52% present of the adult population are already paying for private profit, and the other 48% are subsidising what their private insurance premia doesn't cover.

You seem determined to avoid the stark reality that the public system is being used for private practice; ie public patients are subsidising private patients.

What do you propose we do about that?

Sorry to quote myself from an earlier post at length, but I don't.


Quote :
Seinfeld, you obviously know a good bit about the health system. As an outsider / user neither the existing nor the proposed system makes sense to me.

We have always had a dual public / private system, have we not, with a good proportion of the private hospital side provided by Church run bodies. Consultants were free to sell their services to both public and private. The hospitals weren't organised in any planned way across the country but had evolved in a fairly ad hoc way to provide most services locally with some more specialised services provided in Dublin and Cork.

G.P.s are I think private operators who are compensated for treating people who can't afford to pay?

We seem all to be agreed that the present system in which half the population pay a private "top up" insurance that does not cover the full costs of treatment, with "private" patients being shoved up the queue and in some cases overtreated and public patients waiting years for consultant appointments and in some cases dying untreated is a scandal and a misuse of resources.

The other big problem we are being told is that consultants/treatment centres are too small in terms of patient numbers per annum and therefore don't reach the best possible level of expertise, and that patients also die for that reason.

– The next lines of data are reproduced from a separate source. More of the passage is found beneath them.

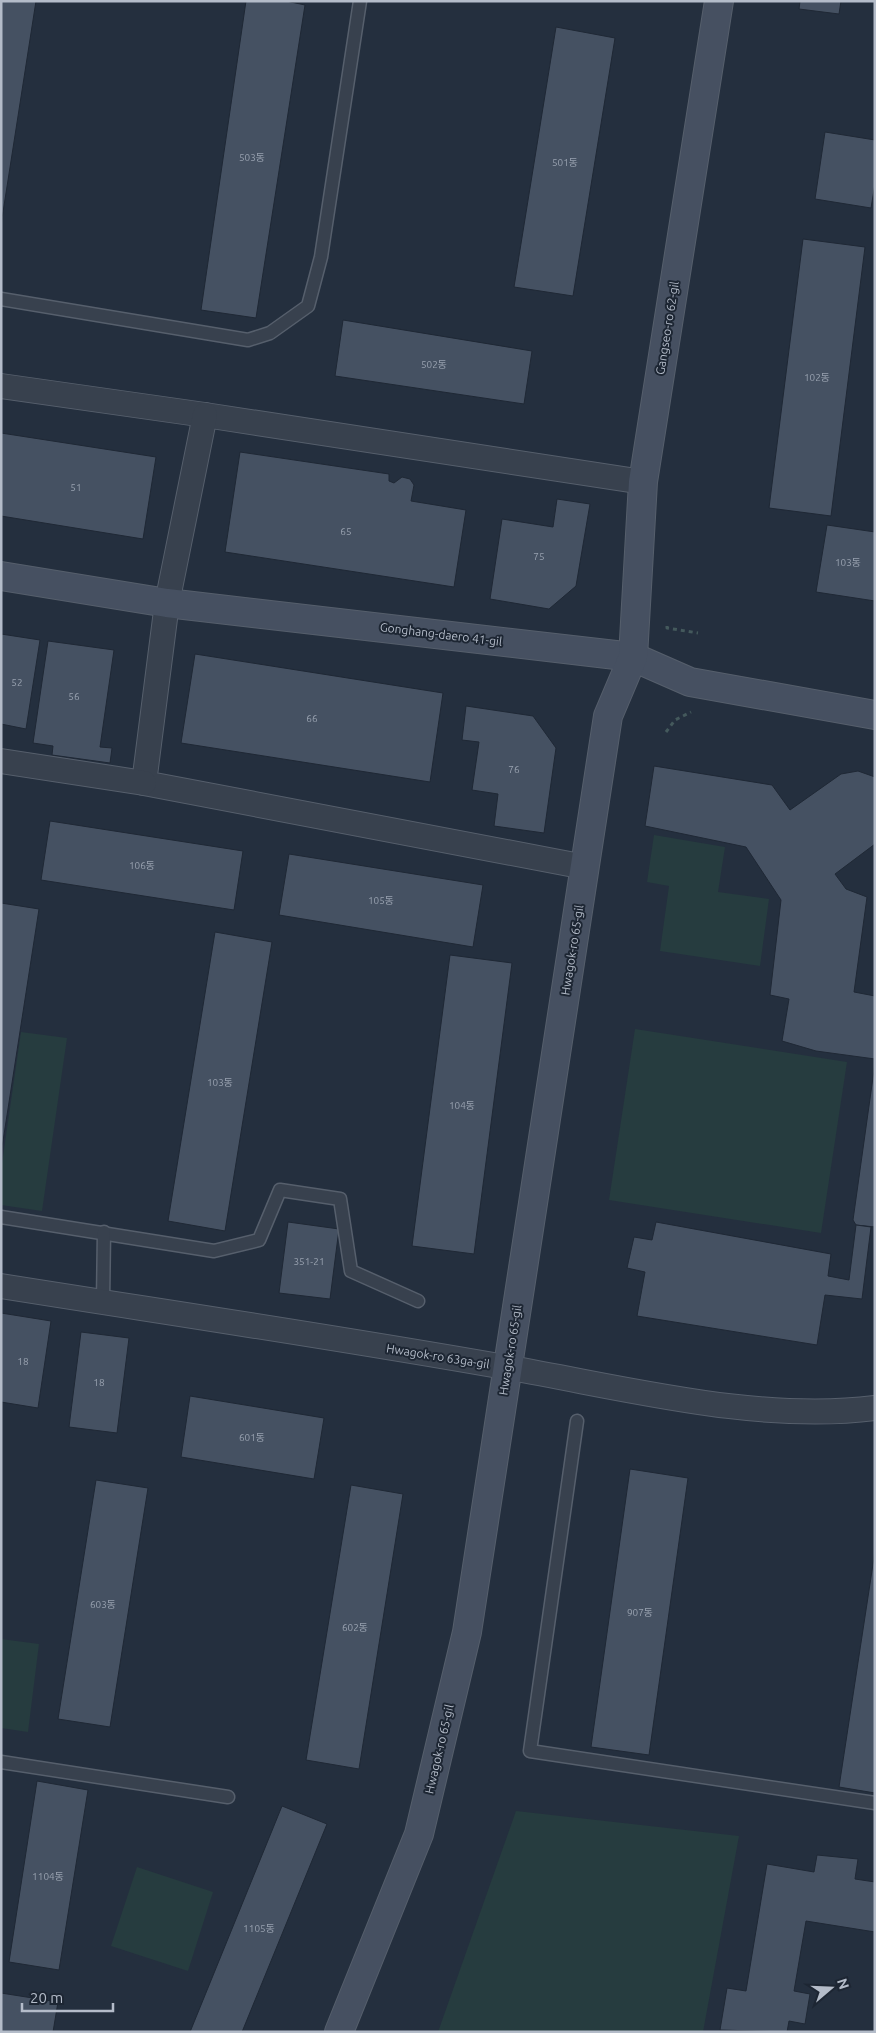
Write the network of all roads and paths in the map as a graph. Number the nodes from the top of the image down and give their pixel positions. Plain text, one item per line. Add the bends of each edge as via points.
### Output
1 (360, 1) edge
2 (719, 1) edge
3 (1, 299) edge
4 (1, 386) edge
5 (205, 415) junction
6 (643, 482) junction
7 (1, 576) edge
8 (167, 603) junction
9 (666, 620) dead end
10 (698, 634) dead end
11 (633, 656) junction
12 (875, 715) edge
13 (684, 718) dead end
14 (666, 732) dead end
15 (1, 761) edge
16 (144, 783) junction
17 (585, 867) junction
18 (1, 1217) edge
19 (104, 1232) junction
20 (1, 1286) edge
21 (418, 1300) dead end
22 (103, 1302) junction
23 (507, 1367) junction
24 (875, 1408) edge
25 (577, 1421) dead end
26 (1, 1762) edge
27 (228, 1797) dead end
28 (875, 1803) edge
29 (339, 2032) edge

1 - 3 lane via 321,257 308,306 270,333 248,340
2 - 6 street, Gangseo-ro 62-gil
4 - 5 street
5 - 6 street
5 - 8 street
6 - 11 street, Gangseo-ro 62-gil
7 - 8 street, Gonghang-daero 41-gil
8 - 11 street, Gonghang-daero 41-gil
8 - 16 street
9 - 10 path via 667,628
11 - 12 street, Gonghang-daero 41-gil via 690,682
11 - 17 street, Hwagok-ro 65-gil via 608,716
13 - 14 path via 675,720
15 - 16 street
16 - 17 street
17 - 23 street, Hwagok-ro 65-gil
18 - 19 lane
19 - 21 lane via 214,1251 259,1240 280,1190 340,1199 351,1271
19 - 22 lane
20 - 22 street, Hwagok-ro 63ga-gil
22 - 23 street, Hwagok-ro 63ga-gil
23 - 24 street, Hwagok-ro 63ga-gil via 729,1406 841,1412
23 - 29 street, Hwagok-ro 65-gil via 466,1632 419,1834
25 - 28 lane via 530,1751
26 - 27 lane

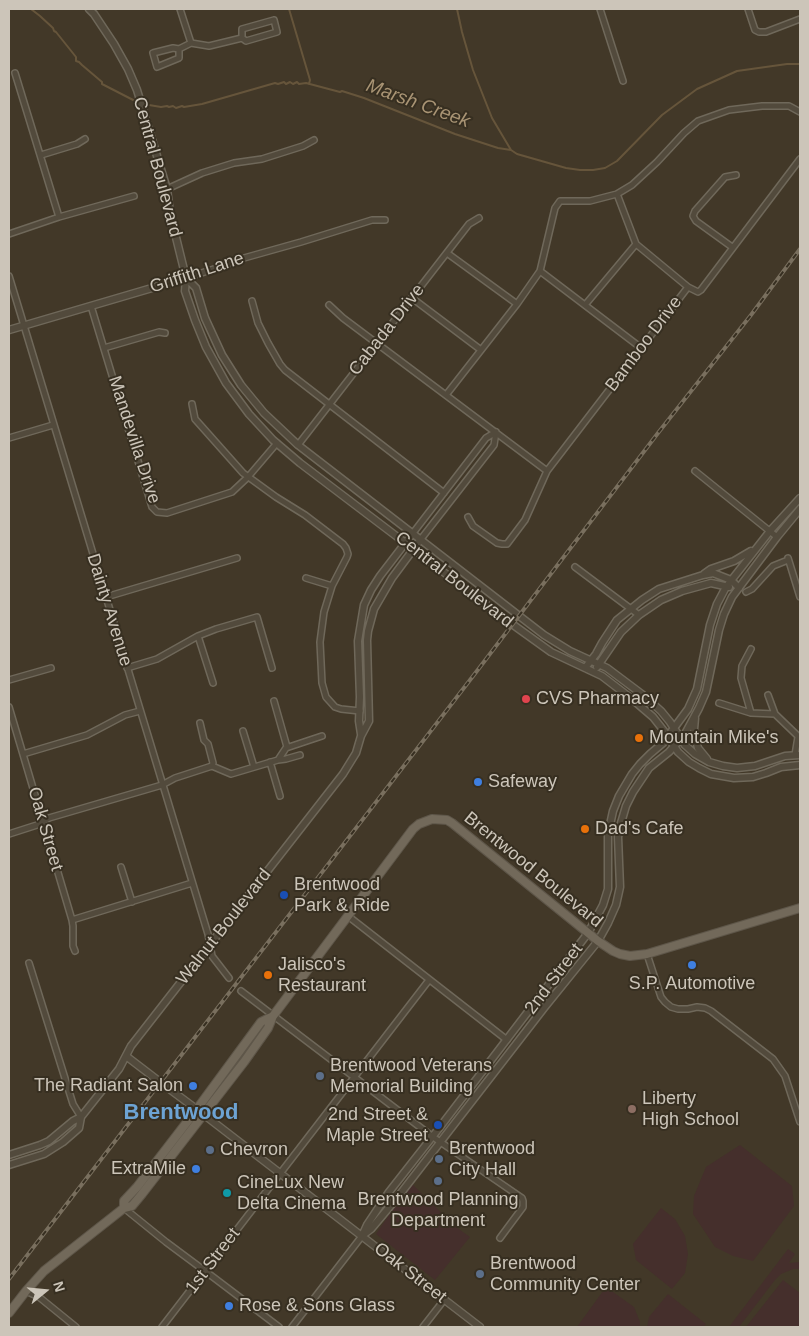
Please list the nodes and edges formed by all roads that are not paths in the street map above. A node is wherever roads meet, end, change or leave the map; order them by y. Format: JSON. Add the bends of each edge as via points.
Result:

I can't for the life of me see how in a small country splitting public from private consultants in different hospitals sitting next to each other, but with no shared expertise between the two, can possibly do anything but make the latter problem (lack of sufficient patient numbers in a particular field) much worse.

In some areas, say pancreatic care, we have no national centre of any description. There would be no sense in Ireland in having more than one centre. If we divide our consultants between two different systems we would be even further away from having one.

What reason does Mary Harney give for dividing the consultants up in this way? I think it is plain nuts.

You haven't replied to these questions Seinfeld, and I know you are under no obligation to, but it leaves me feeling that if one of MH's defenders can't explain the 'strategy' then there isn't one.

This thread is about the inefficiency of privatising health care. I would be very happy to exchange views with you on another thread about what is wrong with the present system.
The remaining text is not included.